A major purpose of the Muscogee County (GA) Tuberculosis Study, started in 1946, was to evaluate the role of mass chest x-ray surveys in TB control. The prospectus and a description of the coverage of the survey and prevalence of TB were included in the first two papers published on this study. Calculation of participation rates was made possible by the population denominator provided by a private census. Basic factors associated with participation and the prevalence among participants were described, as well as reasons for not taking part in the survey. Subsequent papers, building on this foundation, were able to provide information on the incidence of TB among tuberculin reactors and the risks of reactivation among persons with inactive TB, information that has been used to the present time.

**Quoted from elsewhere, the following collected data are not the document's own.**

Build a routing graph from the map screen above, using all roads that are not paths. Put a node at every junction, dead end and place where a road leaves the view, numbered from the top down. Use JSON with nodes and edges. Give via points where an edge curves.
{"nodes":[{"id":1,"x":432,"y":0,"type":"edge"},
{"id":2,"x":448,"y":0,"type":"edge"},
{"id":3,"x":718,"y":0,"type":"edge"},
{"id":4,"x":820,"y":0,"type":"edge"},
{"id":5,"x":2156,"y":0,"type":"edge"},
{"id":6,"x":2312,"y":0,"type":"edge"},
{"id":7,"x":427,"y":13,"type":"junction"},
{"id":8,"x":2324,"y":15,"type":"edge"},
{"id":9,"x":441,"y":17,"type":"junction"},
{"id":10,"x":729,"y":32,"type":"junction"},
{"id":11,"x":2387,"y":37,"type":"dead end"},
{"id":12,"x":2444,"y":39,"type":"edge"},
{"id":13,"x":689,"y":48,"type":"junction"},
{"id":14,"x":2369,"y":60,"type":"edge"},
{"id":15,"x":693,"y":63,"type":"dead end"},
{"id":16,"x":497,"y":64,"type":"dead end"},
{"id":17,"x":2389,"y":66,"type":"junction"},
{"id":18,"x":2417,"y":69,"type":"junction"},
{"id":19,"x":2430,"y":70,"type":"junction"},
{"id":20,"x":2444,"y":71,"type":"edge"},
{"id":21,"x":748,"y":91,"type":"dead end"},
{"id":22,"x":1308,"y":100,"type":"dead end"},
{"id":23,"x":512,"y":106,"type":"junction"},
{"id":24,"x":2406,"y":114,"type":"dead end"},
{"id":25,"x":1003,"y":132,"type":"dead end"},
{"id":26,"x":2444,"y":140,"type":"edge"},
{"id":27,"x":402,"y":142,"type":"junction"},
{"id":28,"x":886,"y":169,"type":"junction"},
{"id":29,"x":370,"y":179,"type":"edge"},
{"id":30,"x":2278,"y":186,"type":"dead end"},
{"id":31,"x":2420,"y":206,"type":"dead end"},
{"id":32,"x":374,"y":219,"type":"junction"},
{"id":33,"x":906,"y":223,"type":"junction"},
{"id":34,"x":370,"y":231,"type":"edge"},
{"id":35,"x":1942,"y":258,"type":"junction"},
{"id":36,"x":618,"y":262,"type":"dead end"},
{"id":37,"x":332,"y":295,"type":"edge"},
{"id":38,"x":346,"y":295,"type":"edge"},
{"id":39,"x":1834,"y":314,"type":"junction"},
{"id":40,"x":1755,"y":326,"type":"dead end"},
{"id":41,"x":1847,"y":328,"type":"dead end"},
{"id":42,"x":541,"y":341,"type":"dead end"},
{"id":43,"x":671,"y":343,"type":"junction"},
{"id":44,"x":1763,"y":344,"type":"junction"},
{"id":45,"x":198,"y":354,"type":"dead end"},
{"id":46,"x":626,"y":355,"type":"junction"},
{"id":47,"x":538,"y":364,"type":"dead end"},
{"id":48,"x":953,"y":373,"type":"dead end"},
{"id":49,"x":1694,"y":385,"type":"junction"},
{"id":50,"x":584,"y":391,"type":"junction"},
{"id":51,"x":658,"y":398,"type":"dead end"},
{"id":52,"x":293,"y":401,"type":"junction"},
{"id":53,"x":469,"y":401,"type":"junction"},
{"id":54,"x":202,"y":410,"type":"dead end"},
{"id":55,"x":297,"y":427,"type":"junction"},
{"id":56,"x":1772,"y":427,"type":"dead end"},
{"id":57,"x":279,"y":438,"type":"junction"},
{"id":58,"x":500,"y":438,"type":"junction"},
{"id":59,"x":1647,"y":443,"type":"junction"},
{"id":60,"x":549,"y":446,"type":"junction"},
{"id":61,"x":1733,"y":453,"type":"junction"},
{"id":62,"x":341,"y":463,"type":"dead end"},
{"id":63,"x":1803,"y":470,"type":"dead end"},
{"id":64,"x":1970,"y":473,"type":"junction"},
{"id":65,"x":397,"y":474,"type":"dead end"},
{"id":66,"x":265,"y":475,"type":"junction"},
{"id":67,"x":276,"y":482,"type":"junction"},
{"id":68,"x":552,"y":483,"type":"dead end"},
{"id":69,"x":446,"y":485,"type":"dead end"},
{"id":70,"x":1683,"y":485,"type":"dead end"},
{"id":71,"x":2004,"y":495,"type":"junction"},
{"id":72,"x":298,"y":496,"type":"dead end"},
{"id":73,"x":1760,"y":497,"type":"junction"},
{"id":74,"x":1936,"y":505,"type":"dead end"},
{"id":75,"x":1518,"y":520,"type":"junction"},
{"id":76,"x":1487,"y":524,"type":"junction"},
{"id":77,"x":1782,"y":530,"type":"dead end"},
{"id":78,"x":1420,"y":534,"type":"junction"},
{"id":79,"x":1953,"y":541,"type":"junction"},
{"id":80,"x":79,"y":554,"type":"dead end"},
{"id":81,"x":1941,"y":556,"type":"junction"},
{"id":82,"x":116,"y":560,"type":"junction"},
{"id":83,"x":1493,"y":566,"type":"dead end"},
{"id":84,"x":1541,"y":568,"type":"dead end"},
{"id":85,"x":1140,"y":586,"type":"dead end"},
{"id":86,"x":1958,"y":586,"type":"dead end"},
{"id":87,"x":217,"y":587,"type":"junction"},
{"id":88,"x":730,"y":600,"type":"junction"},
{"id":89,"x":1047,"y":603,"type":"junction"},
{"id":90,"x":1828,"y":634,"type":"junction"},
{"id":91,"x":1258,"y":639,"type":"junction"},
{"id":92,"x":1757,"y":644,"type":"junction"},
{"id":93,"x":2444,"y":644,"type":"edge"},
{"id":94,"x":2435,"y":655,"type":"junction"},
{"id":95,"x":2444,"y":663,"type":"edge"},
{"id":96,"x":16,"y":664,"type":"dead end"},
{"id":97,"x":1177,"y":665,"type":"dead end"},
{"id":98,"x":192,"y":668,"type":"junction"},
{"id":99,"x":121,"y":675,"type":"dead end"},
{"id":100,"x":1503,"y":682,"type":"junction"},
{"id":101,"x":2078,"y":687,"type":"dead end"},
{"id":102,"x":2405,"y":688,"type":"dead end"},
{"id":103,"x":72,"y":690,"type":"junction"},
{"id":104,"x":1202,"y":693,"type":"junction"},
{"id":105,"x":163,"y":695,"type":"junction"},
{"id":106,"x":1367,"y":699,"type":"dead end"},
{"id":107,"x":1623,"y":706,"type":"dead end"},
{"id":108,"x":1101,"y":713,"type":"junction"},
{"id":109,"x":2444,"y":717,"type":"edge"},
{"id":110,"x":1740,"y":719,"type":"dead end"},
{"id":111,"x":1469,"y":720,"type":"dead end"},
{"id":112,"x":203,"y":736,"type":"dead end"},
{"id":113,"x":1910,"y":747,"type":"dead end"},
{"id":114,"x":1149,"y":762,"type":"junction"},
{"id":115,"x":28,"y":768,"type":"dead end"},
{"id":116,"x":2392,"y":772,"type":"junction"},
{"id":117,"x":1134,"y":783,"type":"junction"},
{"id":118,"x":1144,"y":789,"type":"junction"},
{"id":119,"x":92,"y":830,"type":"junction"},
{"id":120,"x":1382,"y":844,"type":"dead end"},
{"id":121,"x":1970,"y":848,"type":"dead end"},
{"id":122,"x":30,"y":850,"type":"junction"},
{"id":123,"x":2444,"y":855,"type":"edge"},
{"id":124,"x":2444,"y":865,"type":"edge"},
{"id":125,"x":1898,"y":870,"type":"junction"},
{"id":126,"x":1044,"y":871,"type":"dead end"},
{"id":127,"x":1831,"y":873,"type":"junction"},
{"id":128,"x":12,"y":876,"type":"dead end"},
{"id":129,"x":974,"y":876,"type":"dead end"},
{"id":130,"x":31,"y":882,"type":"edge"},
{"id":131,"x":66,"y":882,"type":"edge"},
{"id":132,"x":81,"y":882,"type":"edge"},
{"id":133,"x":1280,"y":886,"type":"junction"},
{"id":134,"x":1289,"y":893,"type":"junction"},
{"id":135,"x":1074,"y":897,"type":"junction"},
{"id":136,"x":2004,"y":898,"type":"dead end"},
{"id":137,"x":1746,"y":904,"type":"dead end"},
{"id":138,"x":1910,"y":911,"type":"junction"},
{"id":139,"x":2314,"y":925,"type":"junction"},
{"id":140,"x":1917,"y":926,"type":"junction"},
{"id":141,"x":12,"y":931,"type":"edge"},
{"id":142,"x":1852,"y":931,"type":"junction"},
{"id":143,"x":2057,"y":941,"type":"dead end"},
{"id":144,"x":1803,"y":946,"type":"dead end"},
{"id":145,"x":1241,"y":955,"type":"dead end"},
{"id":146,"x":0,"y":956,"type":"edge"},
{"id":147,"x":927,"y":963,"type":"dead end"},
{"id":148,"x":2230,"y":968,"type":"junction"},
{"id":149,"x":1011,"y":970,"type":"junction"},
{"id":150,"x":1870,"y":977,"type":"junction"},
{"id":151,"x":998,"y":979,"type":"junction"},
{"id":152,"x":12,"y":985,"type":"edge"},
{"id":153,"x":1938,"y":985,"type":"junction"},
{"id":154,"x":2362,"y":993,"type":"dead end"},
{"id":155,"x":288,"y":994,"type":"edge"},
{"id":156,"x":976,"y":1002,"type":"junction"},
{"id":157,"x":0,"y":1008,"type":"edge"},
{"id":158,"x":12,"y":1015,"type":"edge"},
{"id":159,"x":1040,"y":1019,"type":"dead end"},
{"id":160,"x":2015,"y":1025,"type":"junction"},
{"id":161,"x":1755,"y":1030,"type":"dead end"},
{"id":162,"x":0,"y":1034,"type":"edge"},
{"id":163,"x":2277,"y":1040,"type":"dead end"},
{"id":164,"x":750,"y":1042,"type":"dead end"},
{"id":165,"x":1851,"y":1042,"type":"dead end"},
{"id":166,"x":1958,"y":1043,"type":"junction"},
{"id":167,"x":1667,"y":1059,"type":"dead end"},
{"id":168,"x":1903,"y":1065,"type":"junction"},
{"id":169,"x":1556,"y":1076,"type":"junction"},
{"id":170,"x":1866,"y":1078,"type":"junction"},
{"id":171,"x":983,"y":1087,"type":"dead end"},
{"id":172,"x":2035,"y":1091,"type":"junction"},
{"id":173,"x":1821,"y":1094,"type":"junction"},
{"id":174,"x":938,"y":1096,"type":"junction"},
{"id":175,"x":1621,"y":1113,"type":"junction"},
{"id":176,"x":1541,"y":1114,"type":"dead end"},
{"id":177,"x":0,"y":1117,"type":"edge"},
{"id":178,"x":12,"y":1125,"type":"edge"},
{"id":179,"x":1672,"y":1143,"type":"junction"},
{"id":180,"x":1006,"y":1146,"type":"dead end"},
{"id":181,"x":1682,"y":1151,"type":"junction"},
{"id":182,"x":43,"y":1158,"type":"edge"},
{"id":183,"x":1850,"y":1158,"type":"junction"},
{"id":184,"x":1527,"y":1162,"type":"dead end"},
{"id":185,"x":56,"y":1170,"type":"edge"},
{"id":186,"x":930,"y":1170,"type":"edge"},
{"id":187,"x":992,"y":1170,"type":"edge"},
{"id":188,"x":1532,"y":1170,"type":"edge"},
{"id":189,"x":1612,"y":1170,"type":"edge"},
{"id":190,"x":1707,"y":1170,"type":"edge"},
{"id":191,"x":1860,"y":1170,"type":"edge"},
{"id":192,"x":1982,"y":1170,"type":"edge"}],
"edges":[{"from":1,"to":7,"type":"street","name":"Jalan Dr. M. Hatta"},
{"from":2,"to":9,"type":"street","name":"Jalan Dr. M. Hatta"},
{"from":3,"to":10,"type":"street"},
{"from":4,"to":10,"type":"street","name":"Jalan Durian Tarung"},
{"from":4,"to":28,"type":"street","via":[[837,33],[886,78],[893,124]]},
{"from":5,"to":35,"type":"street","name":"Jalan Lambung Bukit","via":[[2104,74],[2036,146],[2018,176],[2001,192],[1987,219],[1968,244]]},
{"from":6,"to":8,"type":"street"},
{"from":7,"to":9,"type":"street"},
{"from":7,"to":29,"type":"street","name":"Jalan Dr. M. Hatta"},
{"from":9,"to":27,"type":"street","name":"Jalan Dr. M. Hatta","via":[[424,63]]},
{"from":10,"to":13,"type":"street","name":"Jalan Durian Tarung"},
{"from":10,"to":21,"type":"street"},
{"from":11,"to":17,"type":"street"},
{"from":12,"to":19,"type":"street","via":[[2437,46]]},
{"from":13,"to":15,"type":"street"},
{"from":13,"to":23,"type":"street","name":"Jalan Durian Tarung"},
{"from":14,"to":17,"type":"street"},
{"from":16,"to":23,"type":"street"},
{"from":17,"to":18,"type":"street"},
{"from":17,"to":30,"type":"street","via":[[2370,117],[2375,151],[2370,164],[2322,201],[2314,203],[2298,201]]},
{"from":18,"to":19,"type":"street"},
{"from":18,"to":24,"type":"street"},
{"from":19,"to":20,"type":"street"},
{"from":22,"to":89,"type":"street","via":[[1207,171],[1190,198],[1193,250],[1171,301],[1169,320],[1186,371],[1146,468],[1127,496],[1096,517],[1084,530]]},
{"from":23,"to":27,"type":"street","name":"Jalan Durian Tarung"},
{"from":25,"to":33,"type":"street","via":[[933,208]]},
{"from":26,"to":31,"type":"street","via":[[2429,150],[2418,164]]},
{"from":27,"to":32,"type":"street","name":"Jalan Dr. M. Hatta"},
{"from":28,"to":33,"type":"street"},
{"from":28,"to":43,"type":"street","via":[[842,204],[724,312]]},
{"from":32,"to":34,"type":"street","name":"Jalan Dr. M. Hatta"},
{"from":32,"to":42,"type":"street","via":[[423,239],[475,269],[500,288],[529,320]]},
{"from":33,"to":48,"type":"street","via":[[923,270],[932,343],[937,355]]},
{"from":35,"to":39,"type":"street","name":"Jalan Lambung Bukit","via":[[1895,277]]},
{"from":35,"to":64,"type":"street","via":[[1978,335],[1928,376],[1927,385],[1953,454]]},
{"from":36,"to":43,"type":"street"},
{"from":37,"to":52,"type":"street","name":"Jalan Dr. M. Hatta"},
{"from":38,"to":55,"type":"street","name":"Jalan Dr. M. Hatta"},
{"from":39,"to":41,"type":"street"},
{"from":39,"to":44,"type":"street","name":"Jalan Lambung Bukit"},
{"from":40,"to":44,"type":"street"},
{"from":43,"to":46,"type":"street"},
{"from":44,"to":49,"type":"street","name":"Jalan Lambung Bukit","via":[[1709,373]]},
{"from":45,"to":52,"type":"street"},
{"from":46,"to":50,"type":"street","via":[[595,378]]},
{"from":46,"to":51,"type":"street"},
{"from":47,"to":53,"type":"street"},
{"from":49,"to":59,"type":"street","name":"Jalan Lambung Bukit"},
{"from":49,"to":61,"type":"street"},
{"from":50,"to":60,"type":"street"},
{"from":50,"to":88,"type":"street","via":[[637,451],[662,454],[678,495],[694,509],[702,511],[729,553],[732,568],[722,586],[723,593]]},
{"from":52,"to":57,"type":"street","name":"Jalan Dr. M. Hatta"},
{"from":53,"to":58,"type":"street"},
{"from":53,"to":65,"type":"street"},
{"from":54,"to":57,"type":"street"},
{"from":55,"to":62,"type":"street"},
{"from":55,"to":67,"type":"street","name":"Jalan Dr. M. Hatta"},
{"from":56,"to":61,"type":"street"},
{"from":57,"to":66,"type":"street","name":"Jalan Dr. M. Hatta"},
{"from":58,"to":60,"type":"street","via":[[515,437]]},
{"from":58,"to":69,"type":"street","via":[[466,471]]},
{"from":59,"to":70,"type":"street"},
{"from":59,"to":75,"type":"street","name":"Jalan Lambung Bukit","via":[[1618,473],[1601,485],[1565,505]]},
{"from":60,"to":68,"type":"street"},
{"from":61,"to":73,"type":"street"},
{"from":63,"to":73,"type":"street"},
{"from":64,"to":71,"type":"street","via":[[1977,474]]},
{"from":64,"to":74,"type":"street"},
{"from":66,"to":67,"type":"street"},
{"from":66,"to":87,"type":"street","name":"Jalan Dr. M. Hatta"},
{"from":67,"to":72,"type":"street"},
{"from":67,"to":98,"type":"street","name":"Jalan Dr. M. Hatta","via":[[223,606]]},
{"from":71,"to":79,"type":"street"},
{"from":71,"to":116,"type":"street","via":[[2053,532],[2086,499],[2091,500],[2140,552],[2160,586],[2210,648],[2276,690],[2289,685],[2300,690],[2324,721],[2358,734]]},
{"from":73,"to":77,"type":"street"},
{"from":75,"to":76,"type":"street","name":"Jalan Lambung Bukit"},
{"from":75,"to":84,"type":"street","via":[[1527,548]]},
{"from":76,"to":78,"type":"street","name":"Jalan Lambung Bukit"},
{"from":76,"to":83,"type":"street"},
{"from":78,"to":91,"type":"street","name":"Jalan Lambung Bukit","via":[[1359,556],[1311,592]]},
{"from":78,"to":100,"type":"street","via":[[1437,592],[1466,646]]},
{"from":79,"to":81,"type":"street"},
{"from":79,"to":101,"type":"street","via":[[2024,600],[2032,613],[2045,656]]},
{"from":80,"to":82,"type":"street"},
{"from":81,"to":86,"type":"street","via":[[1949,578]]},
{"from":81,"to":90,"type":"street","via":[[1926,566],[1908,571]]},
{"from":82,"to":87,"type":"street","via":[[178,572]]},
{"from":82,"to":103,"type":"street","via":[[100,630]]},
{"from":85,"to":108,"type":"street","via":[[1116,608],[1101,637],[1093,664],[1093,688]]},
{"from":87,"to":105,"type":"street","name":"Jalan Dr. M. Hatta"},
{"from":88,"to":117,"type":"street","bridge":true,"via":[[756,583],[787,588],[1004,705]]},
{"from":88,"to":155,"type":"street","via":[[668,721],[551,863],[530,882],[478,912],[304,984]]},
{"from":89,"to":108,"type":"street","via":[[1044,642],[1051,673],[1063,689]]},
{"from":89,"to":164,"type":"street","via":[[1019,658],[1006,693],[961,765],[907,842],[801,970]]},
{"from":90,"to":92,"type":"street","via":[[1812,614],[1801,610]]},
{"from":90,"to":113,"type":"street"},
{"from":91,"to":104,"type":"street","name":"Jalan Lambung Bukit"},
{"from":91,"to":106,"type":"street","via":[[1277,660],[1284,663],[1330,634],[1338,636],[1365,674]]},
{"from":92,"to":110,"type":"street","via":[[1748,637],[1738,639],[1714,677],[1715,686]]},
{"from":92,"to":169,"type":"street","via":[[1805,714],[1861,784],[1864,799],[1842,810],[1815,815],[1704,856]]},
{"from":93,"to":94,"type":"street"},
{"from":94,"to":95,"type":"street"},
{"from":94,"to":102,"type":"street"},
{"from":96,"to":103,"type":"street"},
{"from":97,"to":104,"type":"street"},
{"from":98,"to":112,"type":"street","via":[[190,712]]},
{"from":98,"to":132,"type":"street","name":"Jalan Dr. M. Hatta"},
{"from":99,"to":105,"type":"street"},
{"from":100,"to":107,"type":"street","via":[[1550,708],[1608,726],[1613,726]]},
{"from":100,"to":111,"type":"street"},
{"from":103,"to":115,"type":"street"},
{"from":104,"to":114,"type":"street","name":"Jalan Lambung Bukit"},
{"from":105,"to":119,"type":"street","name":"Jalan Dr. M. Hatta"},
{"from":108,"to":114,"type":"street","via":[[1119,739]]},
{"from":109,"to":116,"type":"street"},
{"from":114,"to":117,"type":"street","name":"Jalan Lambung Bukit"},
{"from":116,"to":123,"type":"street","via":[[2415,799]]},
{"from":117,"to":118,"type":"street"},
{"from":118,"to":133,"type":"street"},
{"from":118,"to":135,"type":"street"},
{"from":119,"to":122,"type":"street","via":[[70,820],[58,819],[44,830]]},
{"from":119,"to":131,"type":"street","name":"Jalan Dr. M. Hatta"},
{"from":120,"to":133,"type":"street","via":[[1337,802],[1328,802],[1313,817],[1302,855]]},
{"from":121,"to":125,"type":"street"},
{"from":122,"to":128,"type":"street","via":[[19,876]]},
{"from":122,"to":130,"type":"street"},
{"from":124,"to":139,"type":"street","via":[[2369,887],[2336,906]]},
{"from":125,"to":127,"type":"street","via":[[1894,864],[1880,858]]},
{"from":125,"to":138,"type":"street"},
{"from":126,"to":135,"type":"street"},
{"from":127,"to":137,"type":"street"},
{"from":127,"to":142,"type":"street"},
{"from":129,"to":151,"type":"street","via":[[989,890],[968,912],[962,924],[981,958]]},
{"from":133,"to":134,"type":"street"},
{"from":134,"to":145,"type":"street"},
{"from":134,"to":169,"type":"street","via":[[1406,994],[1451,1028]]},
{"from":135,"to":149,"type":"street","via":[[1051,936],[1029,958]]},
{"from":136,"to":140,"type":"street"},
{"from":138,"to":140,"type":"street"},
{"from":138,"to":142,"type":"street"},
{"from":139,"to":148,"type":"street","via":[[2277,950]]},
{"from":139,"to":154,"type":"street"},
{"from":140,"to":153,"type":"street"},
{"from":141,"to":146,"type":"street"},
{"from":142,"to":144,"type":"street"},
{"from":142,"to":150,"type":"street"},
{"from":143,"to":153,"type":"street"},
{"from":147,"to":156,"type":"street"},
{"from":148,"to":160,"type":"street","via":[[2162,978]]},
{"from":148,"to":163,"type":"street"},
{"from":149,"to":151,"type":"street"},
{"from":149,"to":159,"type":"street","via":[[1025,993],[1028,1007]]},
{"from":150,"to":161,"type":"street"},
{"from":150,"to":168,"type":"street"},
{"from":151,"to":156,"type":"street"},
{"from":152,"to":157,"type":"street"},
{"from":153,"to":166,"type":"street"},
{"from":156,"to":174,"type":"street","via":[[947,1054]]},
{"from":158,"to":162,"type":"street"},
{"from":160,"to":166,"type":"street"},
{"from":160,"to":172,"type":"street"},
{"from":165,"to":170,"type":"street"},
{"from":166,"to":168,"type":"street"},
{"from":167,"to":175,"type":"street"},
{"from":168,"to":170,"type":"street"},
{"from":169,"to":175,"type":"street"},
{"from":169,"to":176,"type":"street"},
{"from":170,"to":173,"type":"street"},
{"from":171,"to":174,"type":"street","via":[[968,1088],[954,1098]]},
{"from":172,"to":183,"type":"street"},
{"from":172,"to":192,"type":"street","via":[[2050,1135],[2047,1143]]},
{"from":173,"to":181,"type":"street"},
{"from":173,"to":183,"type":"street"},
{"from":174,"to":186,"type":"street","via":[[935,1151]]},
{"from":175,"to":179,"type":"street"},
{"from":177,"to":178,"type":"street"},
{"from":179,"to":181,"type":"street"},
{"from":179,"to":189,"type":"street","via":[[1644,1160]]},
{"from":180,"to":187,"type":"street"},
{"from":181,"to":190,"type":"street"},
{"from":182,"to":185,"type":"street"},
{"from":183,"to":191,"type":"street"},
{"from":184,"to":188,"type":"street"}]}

The first report of the BCG trials in Muscogee County and Russell County (AL) appeared in 1951. The school children vaccinated in 1947 were retested 6 months later, and many controls and vaccinees were tested with tuberculin again in 1950. Both groups had had less than 5-mm induration to the 100-TU dose of PPD tuberculin in 1947. Although 46% of the vaccinees had 5 or more mm of induration to 5 TU of PPD-tuberculin 6 months later, only 24% of them had reactions this large in 1950; at that time, only 3% of controls had similar reactions. Subsequent follow-up of persons in these trials produced findings that were completely unexpected at the time of their initiation. In contrast to the belief that most TB occurred very shortly after infection and that those who survived this short-term risk were relatively safe thereafter, approximately 80% of TB developed among the initially positive reactors who continued to be at risk. This finding dashed an early hope, namely that the source of a new case of TB ought to be readily found among recent contacts. An unpublished finding involved the first 56 cases among survey participants who did not have a known case in the household. Some 13,000 possible contacts were identified (relatives, friends, workers in the same factory, school mates, etc.). Approximately 11,000 were examined, with the identification of only one possible but unlikely source case. The facts that so little TB developed among nonreactors (those eligible for vaccination) and that BCG appeared to cause harm among school children and to afford very little protection to older persons were major considerations in the hesitancy to advise BCG vaccination in the United States. Over a 23-year period, there were slightly but significantly more cancer cases among vaccinees than controls, most markedly for tumors of the lymphoid tissues.

Many other studies were carried out by the Field Studies Section during this period. There were numerous reports relevant to mass chest x-ray surveys, then in their heyday, dealing with topics such as x-ray generators, fluorescent screens, films, protection of personnel, and the feasibility of taking photofluorograms without having participants disrobe. The development of standardized fungal antigens, notably histoplasmin, was also an important endeavor. Finally, and far from least important, was the publication of Carroll Palmer's ideas for research that could be done in conjunction with the mass tuberculin testing and BCG vaccination then underway in the International Tuberculosis Campaign.

(Editor's note: Dr. George Comstock conducted the trials in Georgia from 1946 to 1955. He continued to make major contributions to the knowledge of TB and measures to prevent the development of TB. After retirement from the PHS he became the Alumni Centennial Professor of Epidemiology at Johns Hopkins University. Dr. David Sencer, a medical officer, was then assigned to Georgia to continue Dr. Comstock's work. He subsequently rose through the CDC ranks to become the Director of CDC, serving from 1966 to 1977.)